[Supplied material]

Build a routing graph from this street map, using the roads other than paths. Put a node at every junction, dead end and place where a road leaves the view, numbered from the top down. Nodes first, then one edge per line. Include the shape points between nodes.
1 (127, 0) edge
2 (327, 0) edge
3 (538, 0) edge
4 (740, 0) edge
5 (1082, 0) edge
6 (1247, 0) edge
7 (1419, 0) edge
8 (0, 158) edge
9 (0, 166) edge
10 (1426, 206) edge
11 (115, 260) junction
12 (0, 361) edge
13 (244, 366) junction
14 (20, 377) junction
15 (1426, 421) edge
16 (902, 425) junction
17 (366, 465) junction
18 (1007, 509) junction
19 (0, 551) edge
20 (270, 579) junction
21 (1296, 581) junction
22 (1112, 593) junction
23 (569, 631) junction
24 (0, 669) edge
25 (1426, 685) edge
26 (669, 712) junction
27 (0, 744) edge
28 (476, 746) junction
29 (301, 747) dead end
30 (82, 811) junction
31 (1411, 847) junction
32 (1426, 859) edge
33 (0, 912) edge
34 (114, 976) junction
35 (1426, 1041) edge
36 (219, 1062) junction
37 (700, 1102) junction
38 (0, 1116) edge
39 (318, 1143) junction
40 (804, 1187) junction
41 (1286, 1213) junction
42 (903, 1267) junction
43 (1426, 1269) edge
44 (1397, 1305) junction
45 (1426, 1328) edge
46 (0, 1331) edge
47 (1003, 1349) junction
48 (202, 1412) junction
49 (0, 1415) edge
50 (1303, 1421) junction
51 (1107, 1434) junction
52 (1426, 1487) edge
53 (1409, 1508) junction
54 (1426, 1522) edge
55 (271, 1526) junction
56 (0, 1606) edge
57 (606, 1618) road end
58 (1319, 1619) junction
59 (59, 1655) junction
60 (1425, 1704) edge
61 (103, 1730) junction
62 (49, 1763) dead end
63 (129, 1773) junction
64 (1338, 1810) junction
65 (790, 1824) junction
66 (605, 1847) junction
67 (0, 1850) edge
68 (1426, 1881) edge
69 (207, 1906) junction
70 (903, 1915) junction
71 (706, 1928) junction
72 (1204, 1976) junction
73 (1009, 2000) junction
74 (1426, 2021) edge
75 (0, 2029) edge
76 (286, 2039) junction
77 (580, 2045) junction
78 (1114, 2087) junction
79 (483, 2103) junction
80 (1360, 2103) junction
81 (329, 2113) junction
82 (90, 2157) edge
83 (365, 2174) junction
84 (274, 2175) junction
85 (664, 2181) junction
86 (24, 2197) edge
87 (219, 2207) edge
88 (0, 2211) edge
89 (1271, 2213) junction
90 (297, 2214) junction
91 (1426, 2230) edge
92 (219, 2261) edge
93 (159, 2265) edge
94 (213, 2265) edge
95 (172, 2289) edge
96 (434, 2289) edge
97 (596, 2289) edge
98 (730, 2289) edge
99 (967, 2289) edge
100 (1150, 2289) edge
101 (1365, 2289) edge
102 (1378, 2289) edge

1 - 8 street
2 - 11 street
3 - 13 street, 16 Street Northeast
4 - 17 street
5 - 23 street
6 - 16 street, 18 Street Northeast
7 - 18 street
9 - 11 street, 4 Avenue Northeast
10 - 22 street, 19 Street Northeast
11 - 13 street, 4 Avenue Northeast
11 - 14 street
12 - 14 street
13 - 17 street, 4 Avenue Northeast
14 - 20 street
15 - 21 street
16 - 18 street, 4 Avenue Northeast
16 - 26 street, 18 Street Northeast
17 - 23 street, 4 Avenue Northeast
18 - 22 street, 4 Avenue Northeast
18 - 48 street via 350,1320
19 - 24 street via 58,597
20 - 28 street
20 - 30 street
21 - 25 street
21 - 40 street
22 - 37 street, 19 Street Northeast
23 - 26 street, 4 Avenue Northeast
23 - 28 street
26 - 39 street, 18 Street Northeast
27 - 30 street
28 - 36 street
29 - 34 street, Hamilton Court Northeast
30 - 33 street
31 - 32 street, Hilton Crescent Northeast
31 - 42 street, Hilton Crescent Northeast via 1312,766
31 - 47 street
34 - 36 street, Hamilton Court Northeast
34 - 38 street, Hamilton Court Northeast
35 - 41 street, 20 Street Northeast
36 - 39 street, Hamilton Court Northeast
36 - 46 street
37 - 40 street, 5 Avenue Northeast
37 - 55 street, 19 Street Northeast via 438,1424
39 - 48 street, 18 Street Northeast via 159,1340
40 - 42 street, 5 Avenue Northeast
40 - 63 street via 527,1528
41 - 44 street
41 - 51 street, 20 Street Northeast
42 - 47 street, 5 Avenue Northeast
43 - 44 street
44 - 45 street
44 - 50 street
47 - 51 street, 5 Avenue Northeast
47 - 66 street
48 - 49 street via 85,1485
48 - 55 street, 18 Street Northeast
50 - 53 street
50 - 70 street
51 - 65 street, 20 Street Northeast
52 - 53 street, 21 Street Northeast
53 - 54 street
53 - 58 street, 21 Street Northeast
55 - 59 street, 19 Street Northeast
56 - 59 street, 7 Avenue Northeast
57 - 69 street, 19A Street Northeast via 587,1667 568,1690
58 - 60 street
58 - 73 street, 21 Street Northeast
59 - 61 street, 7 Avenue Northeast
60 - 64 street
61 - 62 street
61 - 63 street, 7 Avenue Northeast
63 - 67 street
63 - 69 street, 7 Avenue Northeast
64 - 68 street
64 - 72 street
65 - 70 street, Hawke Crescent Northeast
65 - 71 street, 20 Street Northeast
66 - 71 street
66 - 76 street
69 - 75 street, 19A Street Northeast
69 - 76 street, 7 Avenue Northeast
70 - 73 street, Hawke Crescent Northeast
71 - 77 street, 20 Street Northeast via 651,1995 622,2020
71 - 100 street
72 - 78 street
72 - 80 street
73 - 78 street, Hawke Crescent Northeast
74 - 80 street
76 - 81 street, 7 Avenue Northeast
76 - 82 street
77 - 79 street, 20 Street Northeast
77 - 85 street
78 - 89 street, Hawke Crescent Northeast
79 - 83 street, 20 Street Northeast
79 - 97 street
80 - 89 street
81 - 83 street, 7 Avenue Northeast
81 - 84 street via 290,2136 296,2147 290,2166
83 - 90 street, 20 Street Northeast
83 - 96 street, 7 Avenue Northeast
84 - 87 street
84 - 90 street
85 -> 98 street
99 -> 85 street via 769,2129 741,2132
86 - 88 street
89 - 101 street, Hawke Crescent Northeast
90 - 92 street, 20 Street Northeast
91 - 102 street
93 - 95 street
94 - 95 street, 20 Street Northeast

[What is required]
Restate every entry above word for word.

[Answer for this exercise]
Build a routing graph from this street map, using the roads other than paths. Put a node at every junction, dead end and place where a road leaves the view, numbered from the top down. Nodes first, then one edge per line. Include the shape points between nodes.
1 (127, 0) edge
2 (327, 0) edge
3 (538, 0) edge
4 (740, 0) edge
5 (1082, 0) edge
6 (1247, 0) edge
7 (1419, 0) edge
8 (0, 158) edge
9 (0, 166) edge
10 (1426, 206) edge
11 (115, 260) junction
12 (0, 361) edge
13 (244, 366) junction
14 (20, 377) junction
15 (1426, 421) edge
16 (902, 425) junction
17 (366, 465) junction
18 (1007, 509) junction
19 (0, 551) edge
20 (270, 579) junction
21 (1296, 581) junction
22 (1112, 593) junction
23 (569, 631) junction
24 (0, 669) edge
25 (1426, 685) edge
26 (669, 712) junction
27 (0, 744) edge
28 (476, 746) junction
29 (301, 747) dead end
30 (82, 811) junction
31 (1411, 847) junction
32 (1426, 859) edge
33 (0, 912) edge
34 (114, 976) junction
35 (1426, 1041) edge
36 (219, 1062) junction
37 (700, 1102) junction
38 (0, 1116) edge
39 (318, 1143) junction
40 (804, 1187) junction
41 (1286, 1213) junction
42 (903, 1267) junction
43 (1426, 1269) edge
44 (1397, 1305) junction
45 (1426, 1328) edge
46 (0, 1331) edge
47 (1003, 1349) junction
48 (202, 1412) junction
49 (0, 1415) edge
50 (1303, 1421) junction
51 (1107, 1434) junction
52 (1426, 1487) edge
53 (1409, 1508) junction
54 (1426, 1522) edge
55 (271, 1526) junction
56 (0, 1606) edge
57 (606, 1618) road end
58 (1319, 1619) junction
59 (59, 1655) junction
60 (1425, 1704) edge
61 (103, 1730) junction
62 (49, 1763) dead end
63 (129, 1773) junction
64 (1338, 1810) junction
65 (790, 1824) junction
66 (605, 1847) junction
67 (0, 1850) edge
68 (1426, 1881) edge
69 (207, 1906) junction
70 (903, 1915) junction
71 (706, 1928) junction
72 (1204, 1976) junction
73 (1009, 2000) junction
74 (1426, 2021) edge
75 (0, 2029) edge
76 (286, 2039) junction
77 (580, 2045) junction
78 (1114, 2087) junction
79 (483, 2103) junction
80 (1360, 2103) junction
81 (329, 2113) junction
82 (90, 2157) edge
83 (365, 2174) junction
84 (274, 2175) junction
85 (664, 2181) junction
86 (24, 2197) edge
87 (219, 2207) edge
88 (0, 2211) edge
89 (1271, 2213) junction
90 (297, 2214) junction
91 (1426, 2230) edge
92 (219, 2261) edge
93 (159, 2265) edge
94 (213, 2265) edge
95 (172, 2289) edge
96 (434, 2289) edge
97 (596, 2289) edge
98 (730, 2289) edge
99 (967, 2289) edge
100 (1150, 2289) edge
101 (1365, 2289) edge
102 (1378, 2289) edge

1 - 8 street
2 - 11 street
3 - 13 street, 16 Street Northeast
4 - 17 street
5 - 23 street
6 - 16 street, 18 Street Northeast
7 - 18 street
9 - 11 street, 4 Avenue Northeast
10 - 22 street, 19 Street Northeast
11 - 13 street, 4 Avenue Northeast
11 - 14 street
12 - 14 street
13 - 17 street, 4 Avenue Northeast
14 - 20 street
15 - 21 street
16 - 18 street, 4 Avenue Northeast
16 - 26 street, 18 Street Northeast
17 - 23 street, 4 Avenue Northeast
18 - 22 street, 4 Avenue Northeast
18 - 48 street via 350,1320
19 - 24 street via 58,597
20 - 28 street
20 - 30 street
21 - 25 street
21 - 40 street
22 - 37 street, 19 Street Northeast
23 - 26 street, 4 Avenue Northeast
23 - 28 street
26 - 39 street, 18 Street Northeast
27 - 30 street
28 - 36 street
29 - 34 street, Hamilton Court Northeast
30 - 33 street
31 - 32 street, Hilton Crescent Northeast
31 - 42 street, Hilton Crescent Northeast via 1312,766
31 - 47 street
34 - 36 street, Hamilton Court Northeast
34 - 38 street, Hamilton Court Northeast
35 - 41 street, 20 Street Northeast
36 - 39 street, Hamilton Court Northeast
36 - 46 street
37 - 40 street, 5 Avenue Northeast
37 - 55 street, 19 Street Northeast via 438,1424
39 - 48 street, 18 Street Northeast via 159,1340
40 - 42 street, 5 Avenue Northeast
40 - 63 street via 527,1528
41 - 44 street
41 - 51 street, 20 Street Northeast
42 - 47 street, 5 Avenue Northeast
43 - 44 street
44 - 45 street
44 - 50 street
47 - 51 street, 5 Avenue Northeast
47 - 66 street
48 - 49 street via 85,1485
48 - 55 street, 18 Street Northeast
50 - 53 street
50 - 70 street
51 - 65 street, 20 Street Northeast
52 - 53 street, 21 Street Northeast
53 - 54 street
53 - 58 street, 21 Street Northeast
55 - 59 street, 19 Street Northeast
56 - 59 street, 7 Avenue Northeast
57 - 69 street, 19A Street Northeast via 587,1667 568,1690
58 - 60 street
58 - 73 street, 21 Street Northeast
59 - 61 street, 7 Avenue Northeast
60 - 64 street
61 - 62 street
61 - 63 street, 7 Avenue Northeast
63 - 67 street
63 - 69 street, 7 Avenue Northeast
64 - 68 street
64 - 72 street
65 - 70 street, Hawke Crescent Northeast
65 - 71 street, 20 Street Northeast
66 - 71 street
66 - 76 street
69 - 75 street, 19A Street Northeast
69 - 76 street, 7 Avenue Northeast
70 - 73 street, Hawke Crescent Northeast
71 - 77 street, 20 Street Northeast via 651,1995 622,2020
71 - 100 street
72 - 78 street
72 - 80 street
73 - 78 street, Hawke Crescent Northeast
74 - 80 street
76 - 81 street, 7 Avenue Northeast
76 - 82 street
77 - 79 street, 20 Street Northeast
77 - 85 street
78 - 89 street, Hawke Crescent Northeast
79 - 83 street, 20 Street Northeast
79 - 97 street
80 - 89 street
81 - 83 street, 7 Avenue Northeast
81 - 84 street via 290,2136 296,2147 290,2166
83 - 90 street, 20 Street Northeast
83 - 96 street, 7 Avenue Northeast
84 - 87 street
84 - 90 street
85 -> 98 street
99 -> 85 street via 769,2129 741,2132
86 - 88 street
89 - 101 street, Hawke Crescent Northeast
90 - 92 street, 20 Street Northeast
91 - 102 street
93 - 95 street
94 - 95 street, 20 Street Northeast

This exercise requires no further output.